Predicting the rate of escape and thermal structure of Pluto’s upper atmosphere in preparation for the New Horizons Spacecraft encounter in 2015 is important for planning and interpreting the expected measurements.
Having a moderate Jeans parameter Pluto’s atmosphere does not fit the classic definition of Jeans escape for light species escaping from the terrestrial planets, nor does it fit the hydrodynamic outflow from comets and certain exoplanets.

It has been proposed for some time that Pluto lies in the region of slow-hydrodynamic escape. Using a hybrid fluid/molecular-kinetic model, we previously demonstrated the typical implementation of this model fails to correctly describe the appropriate temperature structure for the upper atmosphere for solar minimum conditions. Here we used a time-dependent solver to allow us to extend those simulations to higher heating rates and we examined fluid models in which Jeans-like escape expressions are used for the upper boundary conditions. We compare these to our hybrid simulations of the atmosphere under heating conditions roughly representative of solar minimum and medium conditions as these bracket conditions expected during the New Horizon encounter.

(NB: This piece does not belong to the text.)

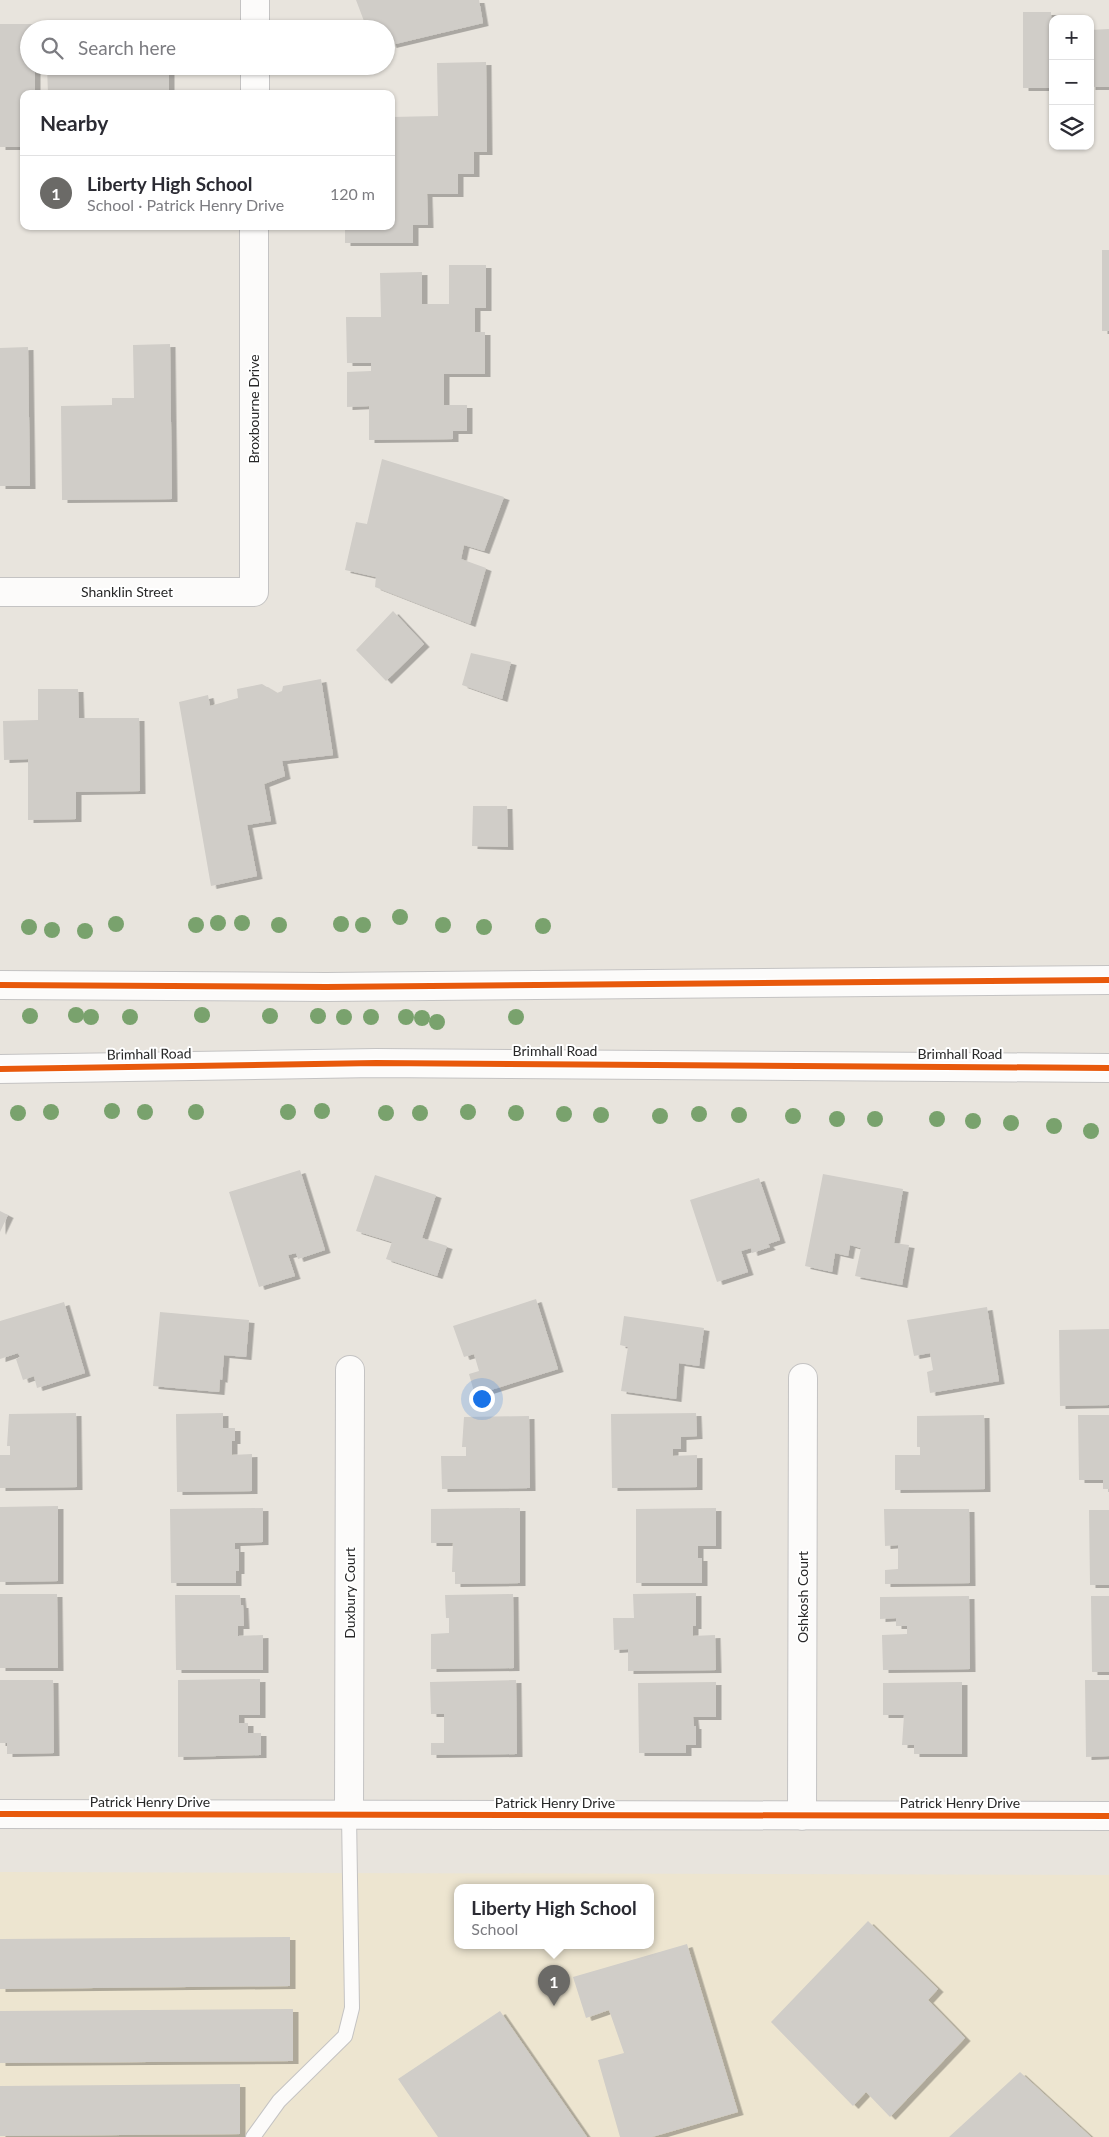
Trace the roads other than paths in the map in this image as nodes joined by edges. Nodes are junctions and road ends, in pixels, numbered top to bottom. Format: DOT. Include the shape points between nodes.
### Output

Although we find escape rates comparable to those previously estimated by the slow-hydrodynamic escape model, and roughly consistent with energy limited escape, our model produces a much more extended atmosphere with higher temperatures roughly consistent with recent observations of CO. Such an extended atmosphere will be affected by Charon and will affect Pluto’s interaction with the solar wind at the New Horizon encounter. Since we showed earlier that such models can be scaled, these results have implications for modeling exoplanet atmospheres for which the energy limited escape approximation is often used.

Justin T. Erwin, O. J. Tucker, Robert E. Johnson
(Submitted on 16 Nov 2012)

Comments: 13 pages, 5 figures
Subjects: Earth and Planetary Astrophysics (astro-ph.EP)
Cite as: arXiv:1211.3994v1 [astro-ph.EP]
Submission history
From: Justin Erwin [view email]
[v1] Fri, 16 Nov 2012 19:12:50 GMT (412kb)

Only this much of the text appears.